Just how truly gone that era is, was illustrated for me recently when I was reading an essay about yet another cultural artifact that just had its 50th birthday, West Side Story. I learned from this article that Jerome Robbins, years before he collaborated with Leonard Bernstein on the final product, had cooked up a New York-based adaptation of Romeo and Juliet, but had initially planned to call the show East Side Story, with the two rival street gangs depicted as Jews and Catholics rather than Puerto Ricans and Anglos. The author of the article observed drily that such a thing sounded "less like Romeo And Juliet and more like Abie's Irish Rose - The Musical." The transition to the west side of Manhattan, away from the older, pushcart world of European Jewish immigrants and into the more contemporary world of Puerto Rican immigrants, was judged fortunate, fortuitous, insightful…and canny. Abie’s Irish Rose was already very old hat by the time WWII broke out. The Latino-vs.-Anglo tensions of West Side Story are still with us.

But I was talking about the parallels, nay similarities, that I saw between Goodbye, Columbus and Rabbit, Run beyond the coincidence that they were published around the same time. Here’s an obvious one: they share the similar plot device of a youthful character, Ron Patimkin in Roth’s case, Harry Angstrom in Updike’s, who was a basketball star in school and now has to confront being an adult. The one-dimensional, dim-witted Patimkin, who is only a minor character in any case, cheerfully solves the problem by getting engaged and duly going into his father’s business, something a more thoughtful young man such as the story’s narrator would never do without at least agonizing over it first. How big a dope is Ron Patimkin? Roth makes a point of having Ron’s father, Ben Patimkin, shake his head and express profanity-seasoned disbelief that a boy so adroit on the basketball court could be so inept at managing a crew of black employees unloading porcelain sinks from a truck.

In Updike’s novel of course, the I-was-a-star-on-the-basketball team thing is the core element in Harry’s interior crisis. In high school he was a genuine star; now he’s just another twentysomething guy who had to marry his girlfriend because he knocked her up, (another quaintness from our perspective) and is thus forced to settle down, get a job and become an adult. That he isn’t at all sure how he feels about that is one of the themes that will run through not only Rabbit, Run but the three-novels-plus-a-coda that would continue its story over the next four decades.
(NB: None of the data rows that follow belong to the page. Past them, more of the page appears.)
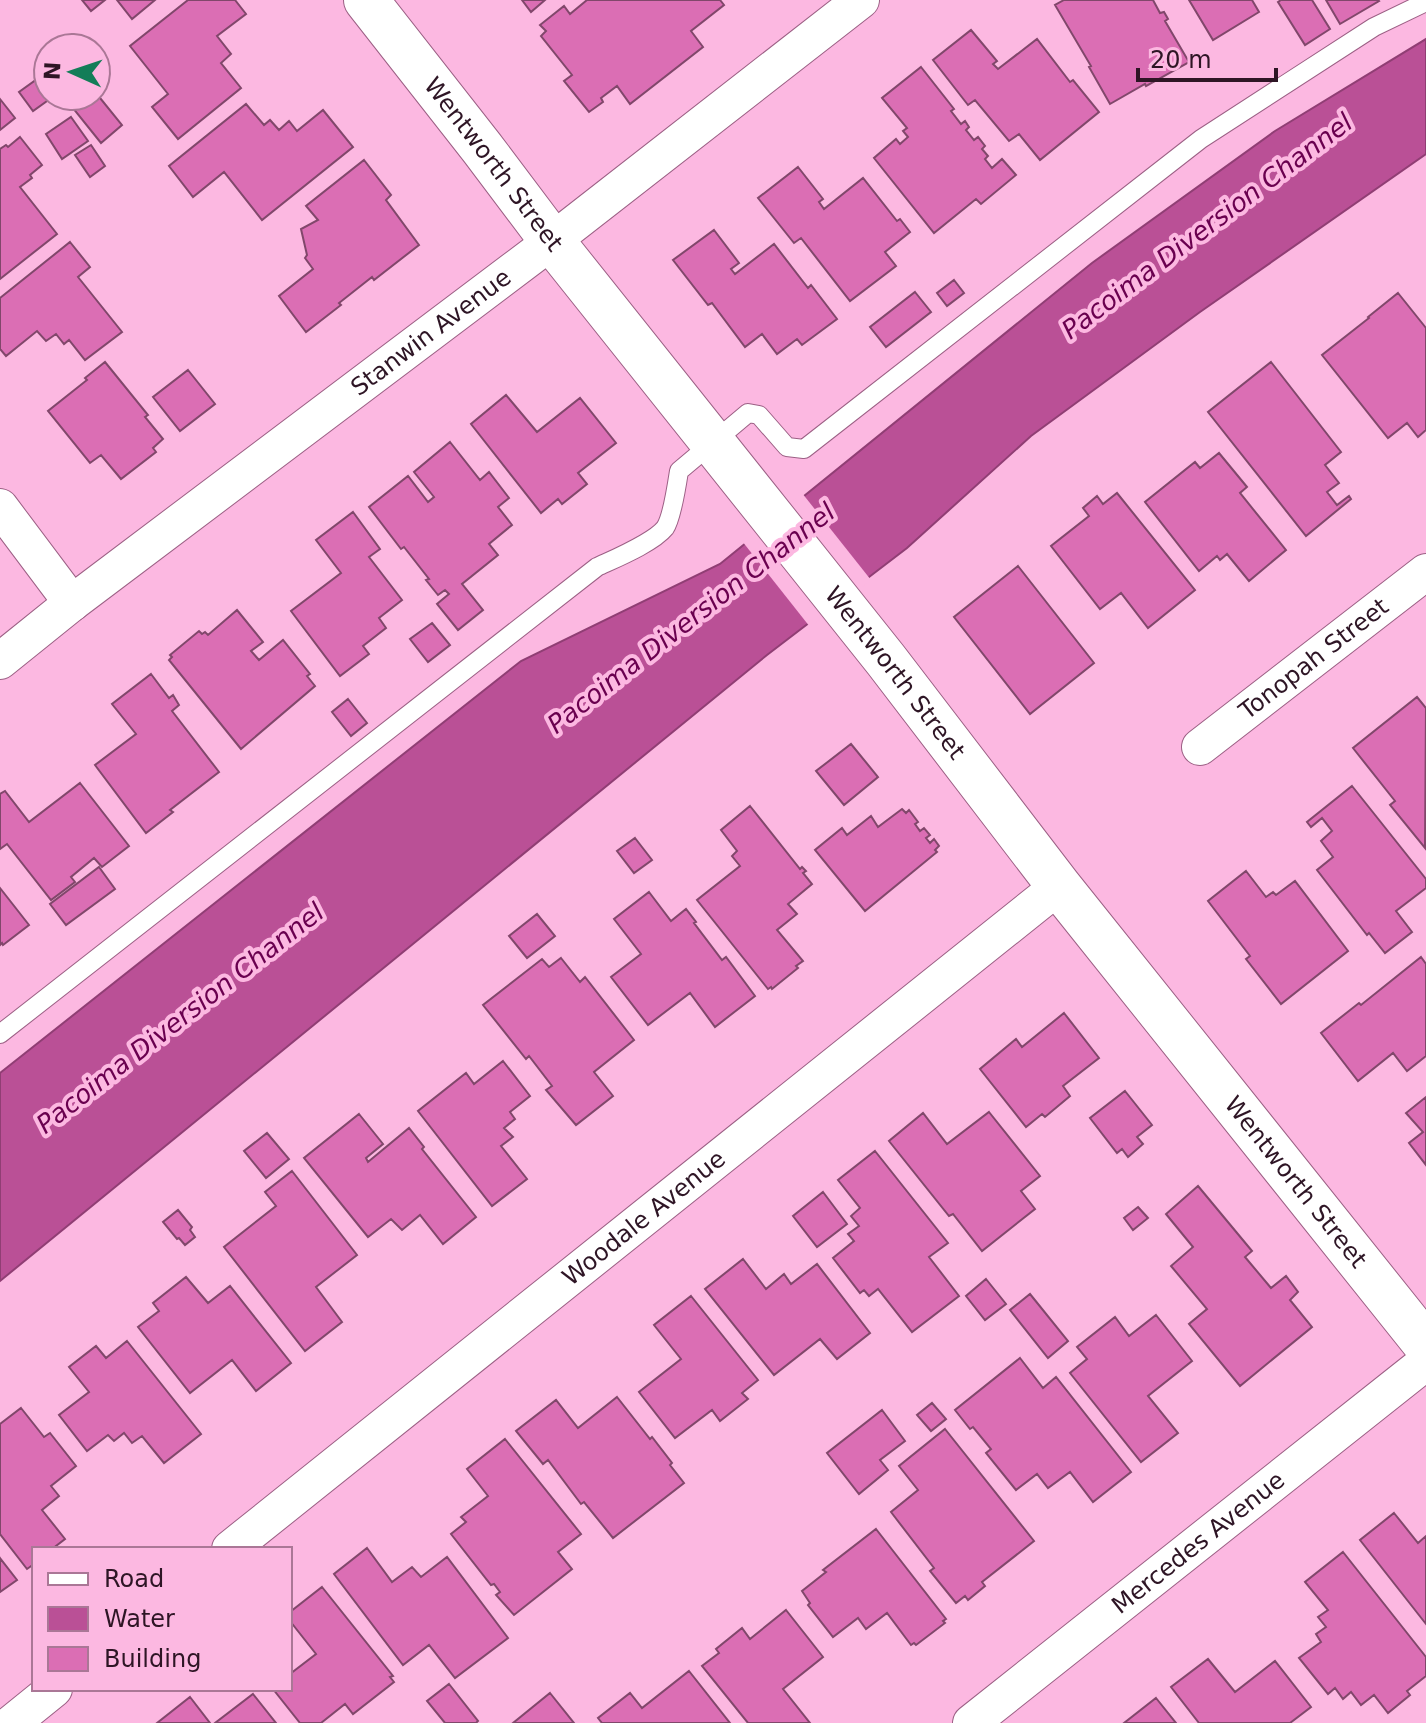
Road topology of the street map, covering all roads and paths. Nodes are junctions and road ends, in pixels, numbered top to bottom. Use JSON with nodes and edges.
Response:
{"nodes":[{"id":1,"x":366,"y":0,"type":"edge"},
{"id":2,"x":861,"y":0,"type":"edge"},
{"id":3,"x":1426,"y":2,"type":"edge"},
{"id":4,"x":552,"y":241,"type":"junction"},
{"id":5,"x":718,"y":447,"type":"junction"},
{"id":6,"x":0,"y":507,"type":"edge"},
{"id":7,"x":1426,"y":572,"type":"edge"},
{"id":8,"x":72,"y":603,"type":"junction"},
{"id":9,"x":0,"y":661,"type":"edge"},
{"id":10,"x":1200,"y":747,"type":"dead end"},
{"id":11,"x":1059,"y":886,"type":"junction"},
{"id":12,"x":0,"y":1034,"type":"edge"},
{"id":13,"x":1426,"y":1345,"type":"edge"},
{"id":14,"x":1426,"y":1362,"type":"edge"},
{"id":15,"x":233,"y":1547,"type":"edge"},
{"id":16,"x":52,"y":1691,"type":"edge"},
{"id":17,"x":12,"y":1723,"type":"edge"},
{"id":18,"x":971,"y":1723,"type":"edge"}],
"edges":[{"from":1,"to":4,"type":"street","name":"Wentworth Street"},
{"from":2,"to":4,"type":"street","name":"Stanwin Avenue"},
{"from":3,"to":5,"type":"lane"},
{"from":4,"to":5,"type":"street","name":"Wentworth Street"},
{"from":4,"to":8,"type":"street","name":"Stanwin Avenue"},
{"from":5,"to":11,"type":"street","name":"Wentworth Street"},
{"from":5,"to":12,"type":"lane"},
{"from":6,"to":8,"type":"street"},
{"from":7,"to":10,"type":"street","name":"Tonopah Street"},
{"from":8,"to":9,"type":"street","name":"Stanwin Avenue"},
{"from":11,"to":13,"type":"street","name":"Wentworth Street"},
{"from":11,"to":15,"type":"street","name":"Woodale Avenue"},
{"from":14,"to":18,"type":"street","name":"Mercedes Avenue"},
{"from":16,"to":17,"type":"street"}]}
In other words, Harry Angstrom is the conflict-ridden character that Ronald Patimkin would have been had he been anything but a happy moron.

Well, here’s my coda: Roth's Neil Klugman and his negligible Ron Patimkin, as well as Updike’s Harry Angstrom, were highly relevant figures to their generation and even to mine. We baby boomers, so vilified for the past decade and a half, were still to some degree and according to our lights trying to come to grips with the necessity of becoming grownups. We didn't, and still don't, want to get old, but we were willing to start careers, get married, have children and struggle with trying to be responsible adults, even if our collective memory of the Beatles on The Ed Sullivan Show prompted us a generation ago to force Detroit (through our sheer numbers) to invent the SUV because we didn't want to drive the station wagons our parents drove, and even if, at this late date as AARP begins to absorb us, we are trying to come up with another term to replace "senior citizen." Today’s twentysomethings aren't having such dark moments of the soul — most of them are still living with their parents and have no plans to leave anytime soon. “30 is the new 20” is what we’re hearing now.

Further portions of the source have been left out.